Immaginai che Gabriele avesse capito che, per il momento, Gioele era innocuo,
perciò tornò a concentrarsi su di me. Il sangue gli era colato dalla bocca e dal
naso sul mento e da lì gocciolava sui vestiti. Lo ignorò.
«Se torni con me
sarà diverso da prima. Mi concentrerò solo su di me.»
«Non penso proprio che
andrà così.» sibilai io, disgustata da quel patetico tentativo di ingannarmi di
nuovo. «Io penso che non tornerò con te, anche se dovessi essere l'ultimo uomo
sulla Terra e a quel punto penso che mi sparerei così da essere sicura di non
incontrarti mai più. Comunque, a parte queste ipotesi apocalittiche, credo che
faresti meglio a trovarti qualcuna talmente cretina da esserlo più di me, che ti
creda. Oppure qualcuna che si comporti proprio come te, a cui non interessa
quello che fai. Comunque, come ti ho già detto, tutto quello che dici o fai è
totalmente inutile. Sprechi il tuo tempo.»

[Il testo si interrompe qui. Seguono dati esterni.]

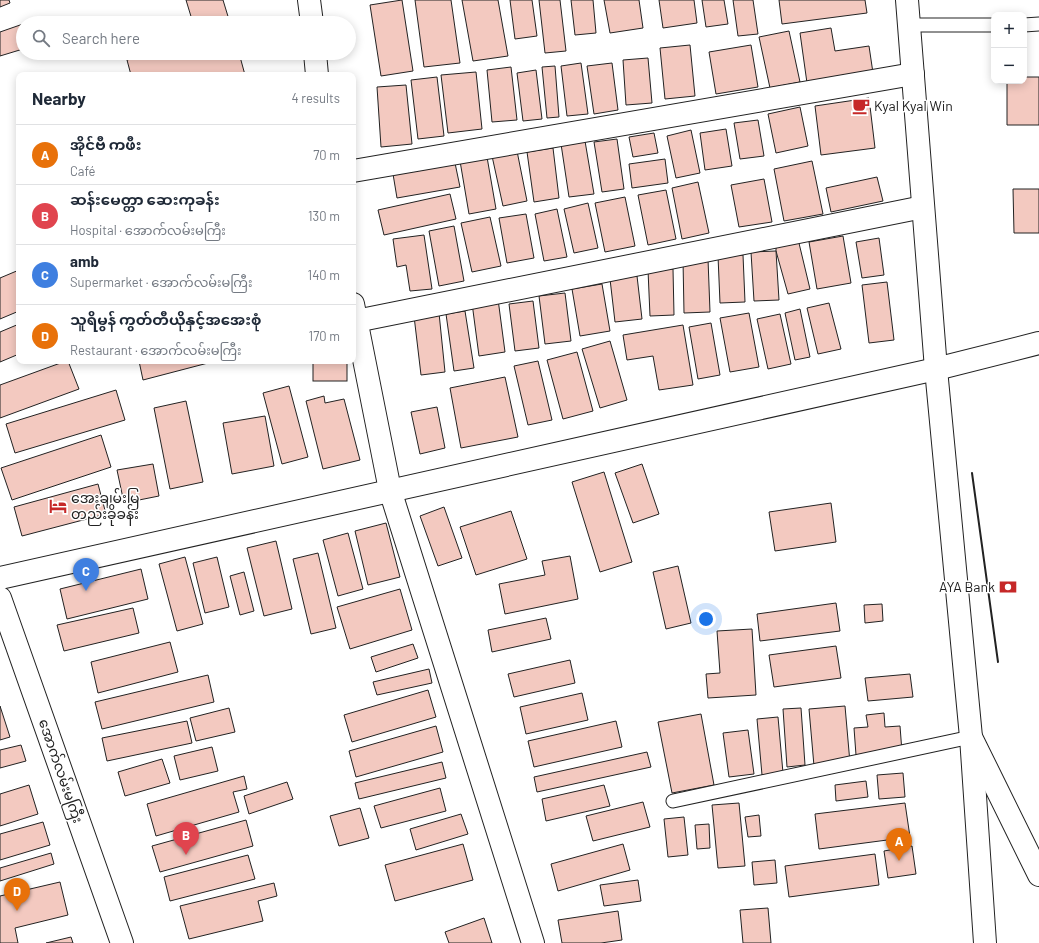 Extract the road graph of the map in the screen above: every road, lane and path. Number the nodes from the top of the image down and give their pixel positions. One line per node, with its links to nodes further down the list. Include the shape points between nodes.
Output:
1 (310, 0): 3 (street)
2 (907, 0): 7 (street)
3 (311, 16)
4 (1027, 24): 5 (lane)
5 (1039, 24)
6 (991, 25): 7 (lane)
7 (909, 26): 10 (street)
8 (316, 60): 9 (street)
9 (317, 72)
10 (914, 74): 11 (street); 12 (street)
11 (356, 170)
12 (924, 207): 13 (street); 16 (street)
13 (356, 312)
14 (356, 322): 17 (street)
15 (1039, 343): 16 (street)
16 (936, 369): 17 (street); 20 (street)
17 (390, 490): 18 (street); 24 (street)
18 (0, 578)
19 (0, 598): 23 (street, အောက်လမ်းမကြီး)
20 (971, 737): 21 (lane); 22 (street); 25 (street)
21 (673, 801)
22 (1039, 875)
23 (122, 943)
24 (533, 943)
25 (985, 943) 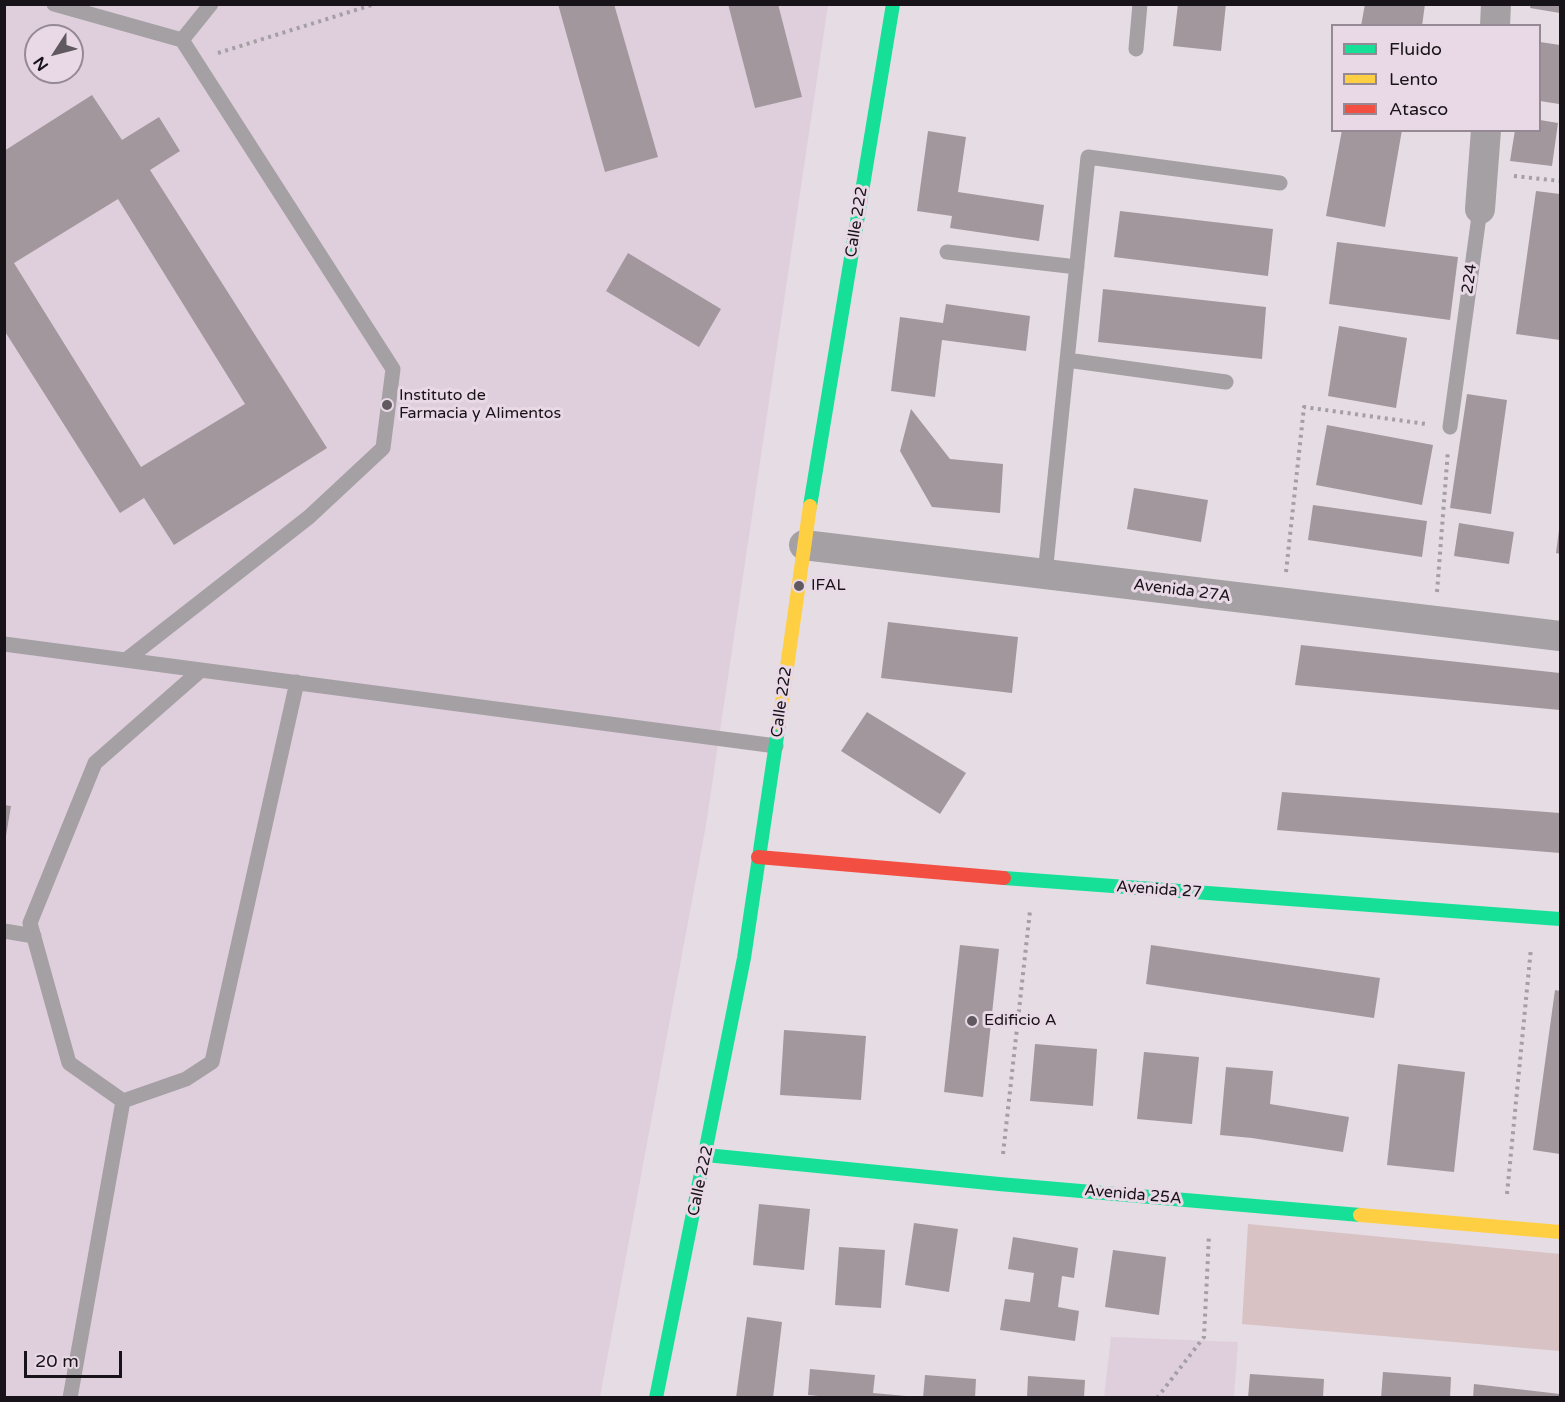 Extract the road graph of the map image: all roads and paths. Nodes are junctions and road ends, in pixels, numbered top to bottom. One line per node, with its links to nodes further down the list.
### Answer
1 (54, 4): 8 (lane)
2 (211, 4): 8 (lane)
3 (375, 4): 10 (path)
4 (893, 4): 21 (street, Calle 222)
5 (1140, 4): 9 (lane)
6 (1496, 4): 7 (street)
7 (1495, 24)
8 (182, 40): 10 (lane)
9 (1136, 49)
10 (195, 60): 27 (lane)
11 (1486, 132): 12 (street, 224)
12 (1483, 173): 13 (path); 15 (street, 224)
13 (1560, 181)
14 (1280, 183): 17 (lane)
15 (1480, 209): 20 (lane, 224)
16 (948, 252): 17 (lane)
17 (1077, 267): 18 (lane)
18 (1067, 360): 19 (lane); 22 (lane)
19 (1226, 382)
20 (1450, 427): 23 (path); 24 (path)
21 (804, 545): 22 (street, Avenida 27A); 30 (street, Calle 222)
22 (1045, 574): 23 (street, Avenida 27A)
23 (1283, 603): 24 (street, Avenida 27A)
24 (1435, 621): 25 (street, Avenida 27A)
25 (1560, 636)
26 (4, 644): 27 (lane)
27 (126, 660): 28 (lane)
28 (201, 669): 29 (lane); 36 (lane)
29 (297, 682): 30 (lane); 37 (lane)
30 (776, 746): 31 (street, Calle 222)
31 (758, 857): 32 (street, Avenida 27); 38 (street, Calle 222)
32 (1034, 880): 33 (street, Avenida 27); 39 (path)
33 (1534, 917): 34 (street, Avenida 27); 41 (path)
34 (1560, 919)
35 (4, 931): 36 (lane)
36 (34, 936): 37 (lane)
37 (123, 1101): 43 (lane)
38 (706, 1155): 39 (street, Avenida 25A); 44 (street, Calle 222)
39 (999, 1184): 40 (street, Avenida 25A)
40 (1211, 1202): 41 (street, Avenida 25A); 45 (path)
41 (1504, 1227): 42 (street, Avenida 25A)
42 (1560, 1232)
43 (70, 1398)
44 (656, 1398)
45 (1157, 1398)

«E' perché ti piace lui?» urlò
Gabriele puntando il dito contro Gioele. «E' così? Ti piace lui?»
Sì, Gioele
mi piaceva. Molto più di quanto mi fosse mai piaciuto Gabriele, in verità, ma
avrei lasciato perdere Gabriele anche se non fosse stato così. E non mi sembrò
il caso di turbarli entrambi con quell'informazione. Anche se era rimasto
immobile, sapevo bene che Gioele non si era perso un sospiro della nostra
discussione. Aveva ascoltato tutto, dall'inizio alla fine. E a quella domanda si
era fatto particolarmente attento.
«Lascia stare Gioele, sei tu il problema.»
sbottai. «Sei tu che sei patetico e che mi fai schifo. Ecco qual è la verità. E
non ho più tempo da perdere con te.»
Mi avvicinai a Gioele, lo presi per un
braccio e lo costrinsi ad alzarsi. Lui obbedì senza discutere. Guardò per un
istante Gabriele, poi abbassò lo sguardo. Io mi voltai, decisa, e lasciato
andare Gioele tornai al bar dalle mie amiche.
Non mi voltai nemmeno a
guardare Gabriele. Tra me e lui era finita per davvero.